Anne of Cleves was probably not unhappy to have her marriage annulled and she was well-provided for. Cromwell’s triumphant enemies already had another candidate standing by to entice the king - Lady Catherine Howard, the Duke of Norfolk’s niece and cousin of Anne Boleyn. They were married the day Thomas Cromwell died on the scaffold. She was aged about seventeen and Henry was forty nine. He suffered pain from ulcers on his legs, was becoming grossly overweight and was subject to vicious mood swings. His gay youth was long gone and he was not a fit companion for a flighty, high spirited young woman. Cranmer, old friend of Cromwell and no friend of Norfolk, was informed about Catherine’s easy morals. She was undoubtedly guilty of adultery with a young courtier and was stripped of her regal title in November 1541. She was taken to the Tower, her place of execution, the following February.
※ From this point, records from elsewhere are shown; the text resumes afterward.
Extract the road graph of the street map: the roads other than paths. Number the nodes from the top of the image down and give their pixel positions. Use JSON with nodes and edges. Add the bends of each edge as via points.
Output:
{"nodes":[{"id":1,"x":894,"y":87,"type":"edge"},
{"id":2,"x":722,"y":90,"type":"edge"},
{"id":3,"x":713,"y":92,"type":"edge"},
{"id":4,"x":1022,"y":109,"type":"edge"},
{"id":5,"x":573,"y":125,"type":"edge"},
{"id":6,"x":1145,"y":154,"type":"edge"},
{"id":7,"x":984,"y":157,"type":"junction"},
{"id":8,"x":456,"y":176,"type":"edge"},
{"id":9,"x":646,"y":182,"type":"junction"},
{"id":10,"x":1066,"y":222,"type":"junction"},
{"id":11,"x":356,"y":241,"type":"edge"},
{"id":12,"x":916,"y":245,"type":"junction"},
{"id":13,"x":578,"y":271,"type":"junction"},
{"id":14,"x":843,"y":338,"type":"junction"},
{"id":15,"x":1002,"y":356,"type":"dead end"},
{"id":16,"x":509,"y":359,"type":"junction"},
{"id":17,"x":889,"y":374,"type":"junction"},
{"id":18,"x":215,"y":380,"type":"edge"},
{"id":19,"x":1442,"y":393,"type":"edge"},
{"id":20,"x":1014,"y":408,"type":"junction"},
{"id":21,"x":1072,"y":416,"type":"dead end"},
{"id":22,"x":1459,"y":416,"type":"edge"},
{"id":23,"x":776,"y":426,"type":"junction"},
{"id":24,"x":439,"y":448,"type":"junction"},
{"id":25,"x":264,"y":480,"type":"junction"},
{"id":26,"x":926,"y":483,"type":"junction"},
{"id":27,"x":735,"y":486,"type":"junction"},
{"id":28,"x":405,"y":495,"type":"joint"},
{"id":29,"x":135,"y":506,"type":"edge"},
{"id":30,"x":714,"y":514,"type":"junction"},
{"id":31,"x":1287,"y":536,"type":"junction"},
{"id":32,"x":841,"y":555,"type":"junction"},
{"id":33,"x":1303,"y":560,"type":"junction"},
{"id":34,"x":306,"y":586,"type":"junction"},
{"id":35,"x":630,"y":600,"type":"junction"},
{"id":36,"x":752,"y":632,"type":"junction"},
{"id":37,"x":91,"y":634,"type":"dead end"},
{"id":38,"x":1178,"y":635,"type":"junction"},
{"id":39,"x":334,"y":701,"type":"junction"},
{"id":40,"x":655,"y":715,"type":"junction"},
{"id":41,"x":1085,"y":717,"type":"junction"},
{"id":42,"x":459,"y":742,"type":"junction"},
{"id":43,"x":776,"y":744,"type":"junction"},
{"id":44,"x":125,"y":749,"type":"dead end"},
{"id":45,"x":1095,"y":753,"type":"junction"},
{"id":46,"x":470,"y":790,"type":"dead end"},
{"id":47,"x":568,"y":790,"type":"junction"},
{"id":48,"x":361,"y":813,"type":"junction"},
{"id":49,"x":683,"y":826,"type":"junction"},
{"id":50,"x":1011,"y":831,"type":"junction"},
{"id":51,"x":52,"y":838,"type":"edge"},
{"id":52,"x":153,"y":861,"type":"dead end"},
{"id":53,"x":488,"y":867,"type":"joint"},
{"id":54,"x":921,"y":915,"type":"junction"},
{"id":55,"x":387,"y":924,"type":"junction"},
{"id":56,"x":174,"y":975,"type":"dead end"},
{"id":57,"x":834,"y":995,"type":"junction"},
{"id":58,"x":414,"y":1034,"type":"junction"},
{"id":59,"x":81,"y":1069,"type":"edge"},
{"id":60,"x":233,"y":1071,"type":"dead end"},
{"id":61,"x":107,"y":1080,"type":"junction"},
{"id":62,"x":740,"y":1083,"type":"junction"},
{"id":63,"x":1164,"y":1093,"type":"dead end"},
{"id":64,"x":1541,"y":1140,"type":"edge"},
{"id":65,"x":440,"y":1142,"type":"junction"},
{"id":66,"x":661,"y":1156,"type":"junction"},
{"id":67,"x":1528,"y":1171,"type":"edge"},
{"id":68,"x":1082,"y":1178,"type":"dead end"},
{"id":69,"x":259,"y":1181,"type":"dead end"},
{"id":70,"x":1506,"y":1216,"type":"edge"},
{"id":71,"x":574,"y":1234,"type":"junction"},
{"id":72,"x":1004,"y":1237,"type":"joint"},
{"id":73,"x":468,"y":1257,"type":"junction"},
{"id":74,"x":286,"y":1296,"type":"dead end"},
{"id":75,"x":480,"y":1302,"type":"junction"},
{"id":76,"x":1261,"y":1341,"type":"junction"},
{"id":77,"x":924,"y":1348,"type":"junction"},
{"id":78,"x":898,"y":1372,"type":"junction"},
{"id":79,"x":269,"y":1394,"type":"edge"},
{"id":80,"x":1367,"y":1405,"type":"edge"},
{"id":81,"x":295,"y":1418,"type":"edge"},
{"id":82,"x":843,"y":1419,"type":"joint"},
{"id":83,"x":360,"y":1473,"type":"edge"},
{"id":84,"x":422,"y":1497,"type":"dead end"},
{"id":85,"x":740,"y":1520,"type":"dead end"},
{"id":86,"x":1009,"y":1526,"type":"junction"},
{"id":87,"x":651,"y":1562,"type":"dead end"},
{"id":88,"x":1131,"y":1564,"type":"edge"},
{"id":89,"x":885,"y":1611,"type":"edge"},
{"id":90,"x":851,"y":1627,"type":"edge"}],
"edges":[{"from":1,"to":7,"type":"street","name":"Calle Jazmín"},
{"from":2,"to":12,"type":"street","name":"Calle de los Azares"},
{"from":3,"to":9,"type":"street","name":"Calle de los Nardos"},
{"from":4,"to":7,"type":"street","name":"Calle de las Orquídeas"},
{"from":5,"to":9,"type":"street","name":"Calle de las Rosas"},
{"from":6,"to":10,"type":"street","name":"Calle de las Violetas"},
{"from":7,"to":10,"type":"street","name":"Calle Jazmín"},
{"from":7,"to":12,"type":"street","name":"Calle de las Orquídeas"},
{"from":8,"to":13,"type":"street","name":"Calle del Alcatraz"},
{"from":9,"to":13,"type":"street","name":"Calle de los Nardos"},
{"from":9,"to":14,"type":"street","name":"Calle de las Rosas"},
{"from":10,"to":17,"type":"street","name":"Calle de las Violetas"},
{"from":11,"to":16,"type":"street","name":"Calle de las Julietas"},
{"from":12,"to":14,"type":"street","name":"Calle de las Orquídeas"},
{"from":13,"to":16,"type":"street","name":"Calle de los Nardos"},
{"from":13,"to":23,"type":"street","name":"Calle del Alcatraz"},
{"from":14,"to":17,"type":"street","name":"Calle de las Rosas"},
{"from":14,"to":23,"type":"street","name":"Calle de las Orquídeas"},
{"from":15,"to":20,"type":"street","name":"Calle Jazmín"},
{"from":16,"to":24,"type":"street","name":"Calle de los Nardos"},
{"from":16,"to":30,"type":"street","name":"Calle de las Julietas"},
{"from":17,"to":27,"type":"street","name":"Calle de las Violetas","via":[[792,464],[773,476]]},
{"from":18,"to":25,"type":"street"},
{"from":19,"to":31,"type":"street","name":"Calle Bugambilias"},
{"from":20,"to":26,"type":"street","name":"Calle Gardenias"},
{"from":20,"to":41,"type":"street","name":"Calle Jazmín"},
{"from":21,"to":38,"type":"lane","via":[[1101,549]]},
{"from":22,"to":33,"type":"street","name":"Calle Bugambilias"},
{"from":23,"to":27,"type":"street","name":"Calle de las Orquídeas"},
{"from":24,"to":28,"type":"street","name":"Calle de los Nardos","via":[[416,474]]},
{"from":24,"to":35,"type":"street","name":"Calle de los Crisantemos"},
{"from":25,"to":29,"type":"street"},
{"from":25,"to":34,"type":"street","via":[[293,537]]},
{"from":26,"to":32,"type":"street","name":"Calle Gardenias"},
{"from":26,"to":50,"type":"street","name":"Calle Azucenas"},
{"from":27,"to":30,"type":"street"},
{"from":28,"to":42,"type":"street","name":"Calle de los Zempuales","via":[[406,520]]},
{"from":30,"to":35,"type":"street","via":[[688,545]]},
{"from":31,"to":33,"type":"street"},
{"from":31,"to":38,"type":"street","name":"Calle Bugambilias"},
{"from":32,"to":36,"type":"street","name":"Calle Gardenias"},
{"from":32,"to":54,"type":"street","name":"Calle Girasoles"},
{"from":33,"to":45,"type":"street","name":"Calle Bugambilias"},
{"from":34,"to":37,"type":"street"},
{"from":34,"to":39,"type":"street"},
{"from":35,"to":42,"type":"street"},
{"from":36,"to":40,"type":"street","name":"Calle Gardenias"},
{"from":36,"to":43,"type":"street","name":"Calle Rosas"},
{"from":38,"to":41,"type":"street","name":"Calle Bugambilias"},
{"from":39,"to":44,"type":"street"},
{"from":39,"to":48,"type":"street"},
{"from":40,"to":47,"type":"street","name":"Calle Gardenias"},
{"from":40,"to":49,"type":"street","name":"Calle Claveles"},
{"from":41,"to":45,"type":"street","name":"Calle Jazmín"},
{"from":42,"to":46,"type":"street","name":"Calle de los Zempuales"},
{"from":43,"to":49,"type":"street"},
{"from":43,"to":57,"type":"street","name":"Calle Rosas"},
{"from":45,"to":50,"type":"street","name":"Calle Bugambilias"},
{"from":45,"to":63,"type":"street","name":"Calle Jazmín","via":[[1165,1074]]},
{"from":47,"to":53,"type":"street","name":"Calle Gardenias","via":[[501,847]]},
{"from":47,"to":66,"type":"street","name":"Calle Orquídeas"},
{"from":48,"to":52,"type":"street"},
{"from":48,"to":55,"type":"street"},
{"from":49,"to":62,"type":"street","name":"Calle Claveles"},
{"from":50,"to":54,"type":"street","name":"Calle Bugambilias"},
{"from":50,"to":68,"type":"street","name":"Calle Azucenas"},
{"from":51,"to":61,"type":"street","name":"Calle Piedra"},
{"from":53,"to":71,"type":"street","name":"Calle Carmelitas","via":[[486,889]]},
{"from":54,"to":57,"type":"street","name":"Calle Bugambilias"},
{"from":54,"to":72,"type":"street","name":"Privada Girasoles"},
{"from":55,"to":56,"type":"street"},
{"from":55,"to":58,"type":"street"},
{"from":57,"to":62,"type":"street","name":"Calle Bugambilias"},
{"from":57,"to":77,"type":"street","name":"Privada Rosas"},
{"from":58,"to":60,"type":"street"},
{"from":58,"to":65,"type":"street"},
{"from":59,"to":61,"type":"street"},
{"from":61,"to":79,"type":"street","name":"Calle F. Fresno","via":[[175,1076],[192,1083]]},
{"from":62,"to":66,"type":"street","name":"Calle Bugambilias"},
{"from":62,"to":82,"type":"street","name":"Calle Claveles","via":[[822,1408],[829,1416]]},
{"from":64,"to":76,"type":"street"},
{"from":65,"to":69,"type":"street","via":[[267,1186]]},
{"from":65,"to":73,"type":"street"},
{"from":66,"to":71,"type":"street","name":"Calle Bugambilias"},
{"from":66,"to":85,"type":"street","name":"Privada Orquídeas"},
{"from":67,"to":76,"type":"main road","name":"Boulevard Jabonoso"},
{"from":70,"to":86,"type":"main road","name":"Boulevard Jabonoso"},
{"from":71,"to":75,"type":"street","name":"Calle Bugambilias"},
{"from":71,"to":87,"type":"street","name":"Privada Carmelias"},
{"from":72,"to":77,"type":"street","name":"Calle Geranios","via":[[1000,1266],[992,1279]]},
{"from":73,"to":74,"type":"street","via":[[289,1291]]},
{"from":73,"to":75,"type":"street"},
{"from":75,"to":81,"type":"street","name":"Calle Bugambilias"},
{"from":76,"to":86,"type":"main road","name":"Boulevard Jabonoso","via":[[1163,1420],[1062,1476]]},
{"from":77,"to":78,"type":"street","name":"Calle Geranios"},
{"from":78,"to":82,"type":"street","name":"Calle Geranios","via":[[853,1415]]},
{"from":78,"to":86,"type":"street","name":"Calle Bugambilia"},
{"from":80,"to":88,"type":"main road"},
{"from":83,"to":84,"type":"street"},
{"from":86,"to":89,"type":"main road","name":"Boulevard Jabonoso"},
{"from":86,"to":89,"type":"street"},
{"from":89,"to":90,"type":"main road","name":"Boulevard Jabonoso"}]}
During this unhappy time, Henry became agitated about invasion rumours. From 1539 to 1547, resources were poured into a series of artillery defences around the Channel and North Sea coasts, some of which still survive. They were manned by garrisons of professional gunners and soldiers, paid for by the crown. This was a new commitment as local defence had previously been the responsibility of local authorities. Henry mended his relationship with Charles V and, once more, they prepared to wage war with France.

He decided to knock out the usual response from Scotland by launching an attack of his own. The Scots were routed at the battle of Solway Moss, Cumberland in November 1542 and it is likely that news of the disaster led to the death of James V, who was son of Henry’s sister Margaret. Once more, the Scottish throne was occupied by an infant. James’ daughter Mary was six days old when he died. She survived to become Mary Queen of Scots. Henry soon had ideas of uniting the two crowns by a marriage of the baby Mary with his young son Edward. The Scots rejected the idea and eight years of sporadic warfare, known as ‘the Rough Wooing’ ensued.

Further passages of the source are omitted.